** EXERCISE AIM **
Check every line in the listing below for "Limpetra". Copy the ones where it occurs.

** RECORDS SUPPLIED **

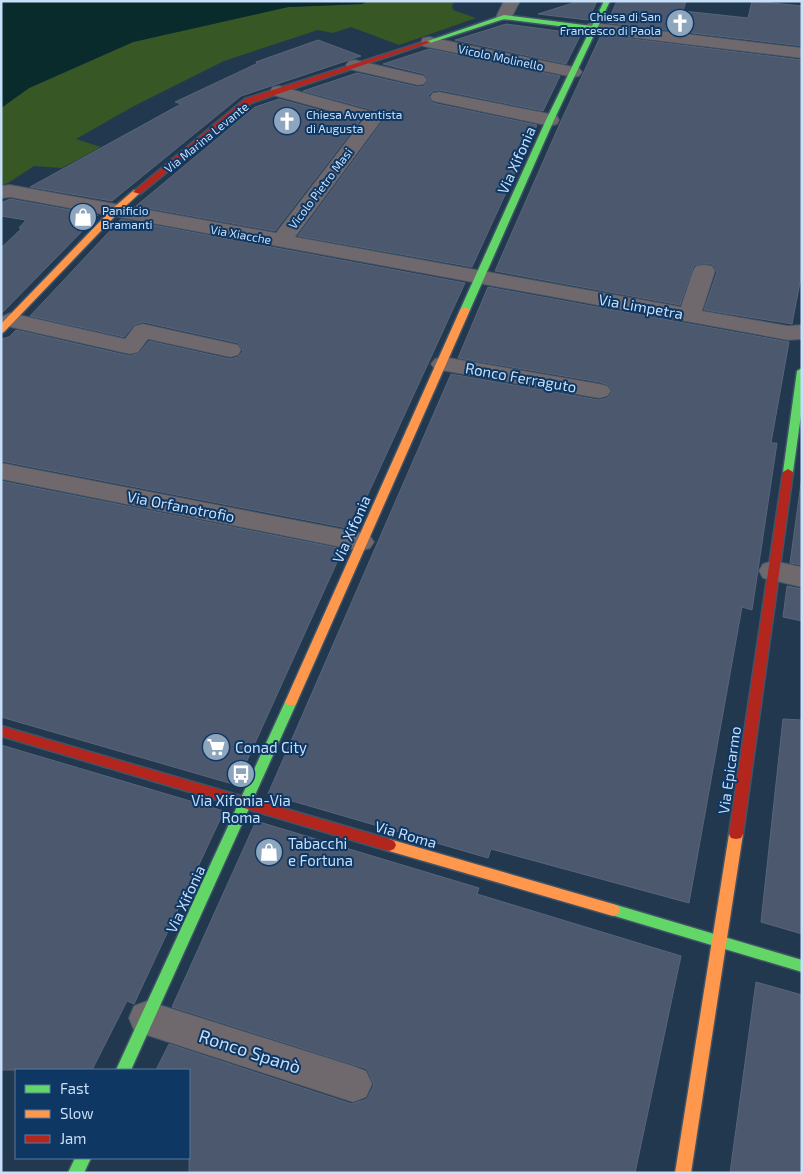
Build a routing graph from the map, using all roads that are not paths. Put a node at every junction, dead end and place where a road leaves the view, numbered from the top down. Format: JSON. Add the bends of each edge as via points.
{"nodes":[{"id":1,"x":512,"y":1,"type":"edge"},
{"id":2,"x":608,"y":1,"type":"edge"},
{"id":3,"x":504,"y":17,"type":"junction"},
{"id":4,"x":594,"y":28,"type":"junction"},
{"id":5,"x":429,"y":42,"type":"junction"},
{"id":6,"x":802,"y":53,"type":"edge"},
{"id":7,"x":355,"y":65,"type":"junction"},
{"id":8,"x":573,"y":72,"type":"junction"},
{"id":9,"x":418,"y":80,"type":"dead end"},
{"id":10,"x":279,"y":91,"type":"junction"},
{"id":11,"x":439,"y":97,"type":"dead end"},
{"id":12,"x":550,"y":120,"type":"junction"},
{"id":13,"x":1,"y":192,"type":"edge"},
{"id":14,"x":115,"y":211,"type":"junction"},
{"id":15,"x":281,"y":241,"type":"junction"},
{"id":16,"x":704,"y":271,"type":"dead end"},
{"id":17,"x":481,"y":277,"type":"junction"},
{"id":18,"x":688,"y":314,"type":"junction"},
{"id":19,"x":6,"y":325,"type":"edge"},
{"id":20,"x":802,"y":332,"type":"edge"},
{"id":21,"x":230,"y":350,"type":"dead end"},
{"id":22,"x":443,"y":364,"type":"junction"},
{"id":23,"x":802,"y":371,"type":"edge"},
{"id":24,"x":599,"y":391,"type":"dead end"},
{"id":25,"x":1,"y":471,"type":"edge"},
{"id":26,"x":361,"y":542,"type":"junction"},
{"id":27,"x":773,"y":571,"type":"junction"},
{"id":28,"x":802,"y":576,"type":"edge"},
{"id":29,"x":1,"y":731,"type":"edge"},
{"id":30,"x":246,"y":803,"type":"junction"},
{"id":31,"x":720,"y":942,"type":"junction"},
{"id":32,"x":802,"y":966,"type":"edge"},
{"id":33,"x":147,"y":1018,"type":"junction"},
{"id":34,"x":123,"y":1069,"type":"edge"},
{"id":35,"x":353,"y":1084,"type":"dead end"},
{"id":36,"x":83,"y":1159,"type":"edge"},
{"id":37,"x":76,"y":1173,"type":"edge"},
{"id":38,"x":683,"y":1173,"type":"edge"}],
"edges":[{"from":1,"to":3,"type":"street"},
{"from":2,"to":4,"type":"street","name":"Via Xifonia"},
{"from":3,"to":4,"type":"street"},
{"from":3,"to":5,"type":"street","name":"Via Marina Levante"},
{"from":4,"to":6,"type":"street"},
{"from":4,"to":8,"type":"street","name":"Via Xifonia"},
{"from":5,"to":7,"type":"street","name":"Via Marina Levante"},
{"from":5,"to":8,"type":"street","name":"Vicolo Molinello"},
{"from":7,"to":9,"type":"street"},
{"from":7,"to":10,"type":"street","name":"Via Marina Levante"},
{"from":8,"to":12,"type":"street","name":"Via Xifonia"},
{"from":10,"to":14,"type":"street","name":"Via Marina Levante","via":[[248,101]]},
{"from":10,"to":15,"type":"street","name":"Vicolo Pietro Masi","via":[[374,118]]},
{"from":11,"to":12,"type":"street"},
{"from":12,"to":17,"type":"street","name":"Via Xifonia"},
{"from":13,"to":14,"type":"street","name":"Via Xiacche"},
{"from":14,"to":15,"type":"street","name":"Via Xiacche"},
{"from":14,"to":19,"type":"street","name":"Via Marina Levante"},
{"from":15,"to":17,"type":"street","name":"Via Xiacche"},
{"from":16,"to":18,"type":"street"},
{"from":17,"to":18,"type":"street","name":"Via Limpetra"},
{"from":17,"to":22,"type":"street","name":"Via Xifonia"},
{"from":18,"to":20,"type":"street","name":"Via Limpetra"},
{"from":19,"to":21,"type":"street","via":[[130,347],[143,331]]},
{"from":22,"to":24,"type":"street","name":"Ronco Ferraguto"},
{"from":22,"to":26,"type":"street","name":"Via Xifonia"},
{"from":23,"to":27,"type":"street","name":"Via Epicarmo"},
{"from":25,"to":26,"type":"street","name":"Via Orfanotrofio"},
{"from":26,"to":30,"type":"street","name":"Via Xifonia"},
{"from":27,"to":28,"type":"street"},
{"from":27,"to":31,"type":"street","name":"Via Epicarmo"},
{"from":29,"to":30,"type":"street","name":"Via Roma"},
{"from":30,"to":31,"type":"street","name":"Via Roma"},
{"from":30,"to":33,"type":"street","name":"Via Xifonia"},
{"from":31,"to":32,"type":"street","name":"Via Roma"},
{"from":31,"to":38,"type":"street","name":"Via Epicarmo"},
{"from":33,"to":34,"type":"street","name":"Via Xifonia"},
{"from":33,"to":35,"type":"street","name":"Ronco Spanò"},
{"from":36,"to":37,"type":"street"}]}
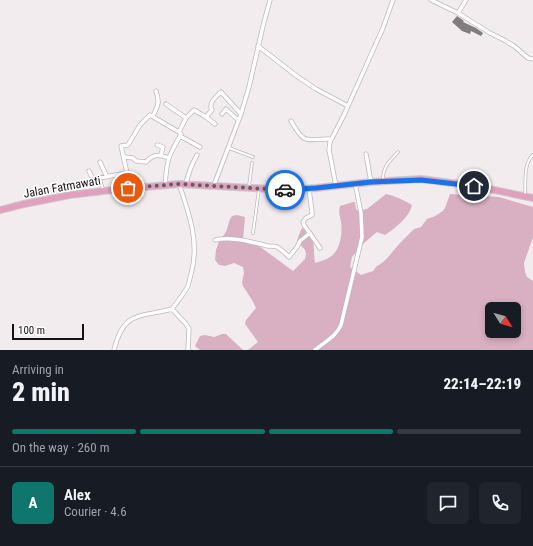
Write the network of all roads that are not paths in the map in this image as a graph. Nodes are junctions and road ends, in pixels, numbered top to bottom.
1 (270, 0) edge
2 (393, 0) edge
3 (430, 0) edge
4 (466, 0) edge
5 (458, 13) junction
6 (258, 46) junction
7 (532, 60) edge
8 (156, 91) dead end
9 (166, 104) dead end
10 (348, 106) junction
11 (222, 114) dead end
12 (241, 114) junction
13 (152, 116) junction
14 (206, 117) junction
15 (186, 118) junction
16 (238, 120) junction
17 (291, 121) dead end
18 (215, 124) dead end
19 (179, 134) junction
20 (331, 139) junction
21 (157, 145) dead end
22 (200, 147) dead end
23 (228, 147) junction
24 (398, 152) dead end
25 (197, 154) dead end
26 (366, 154) dead end
27 (533, 154) edge
28 (161, 155) junction
29 (124, 157) junction
30 (253, 157) dead end
31 (169, 158) junction
32 (100, 162) dead end
33 (252, 163) dead end
34 (89, 171) dead end
35 (127, 173) junction
36 (107, 177) junction
37 (100, 178) junction
38 (383, 181) junction
39 (371, 182) junction
40 (355, 183) junction
41 (179, 184) junction
42 (186, 184) junction
43 (165, 185) junction
44 (214, 185) junction
45 (336, 186) junction
46 (249, 187) junction
47 (128, 188) junction
48 (259, 188) junction
49 (309, 189) junction
50 (103, 191) junction
51 (525, 197) junction
52 (533, 198) edge
53 (0, 210) edge
54 (253, 233) dead end
55 (310, 233) junction
56 (215, 240) dead end
57 (320, 248) dead end
58 (172, 309) junction
59 (114, 350) edge
60 (188, 350) edge
61 (315, 350) edge

1 - 6 street
2 - 10 street
3 - 5 street
4 - 5 street
5 - 7 street
6 - 10 street
6 - 12 street
8 - 13 street
9 - 15 street
10 - 20 street
11 - 16 street
12 - 14 street
12 - 16 street
13 - 19 street
13 - 29 street
14 - 15 street
14 - 18 street
15 - 19 street
16 - 23 street
17 - 20 street
19 - 22 street
19 - 31 street
20 - 45 street
21 - 28 street
23 - 30 lane
23 - 44 street
24 - 38 lane
25 - 42 street
26 - 39 street
27 - 51 lane
28 - 29 street
28 - 31 street
29 - 35 street
31 - 43 street
32 - 36 street
33 - 46 lane
34 - 37 street
35 - 36 street
35 - 47 lane
36 - 37 street
37 - 50 lane
38 - 39 highway, Jalan Fatmawati
38 - 51 highway, Jalan Fatmawati
39 - 40 highway, Jalan Fatmawati
40 - 45 highway, Jalan Fatmawati
40 - 61 street
41 - 42 highway, Jalan Fatmawati
41 - 43 highway, Jalan Fatmawati
41 - 58 street
42 - 44 highway, Jalan Fatmawati
43 - 47 highway, Jalan Fatmawati
44 - 46 highway, Jalan Fatmawati
45 - 49 highway, Jalan Fatmawati
46 - 48 highway, Jalan Fatmawati
47 - 50 highway, Jalan Fatmawati
48 - 49 highway, Jalan Fatmawati
48 - 54 lane
49 - 55 street
50 - 53 highway, Jalan Fatmawati
51 - 52 highway, Jalan Fatmawati
55 - 56 street
55 - 57 street
58 - 59 street
58 - 60 street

** WRITTEN ANSWER **
{"from":17,"to":18,"type":"street","name":"Via Limpetra"},
{"from":18,"to":20,"type":"street","name":"Via Limpetra"},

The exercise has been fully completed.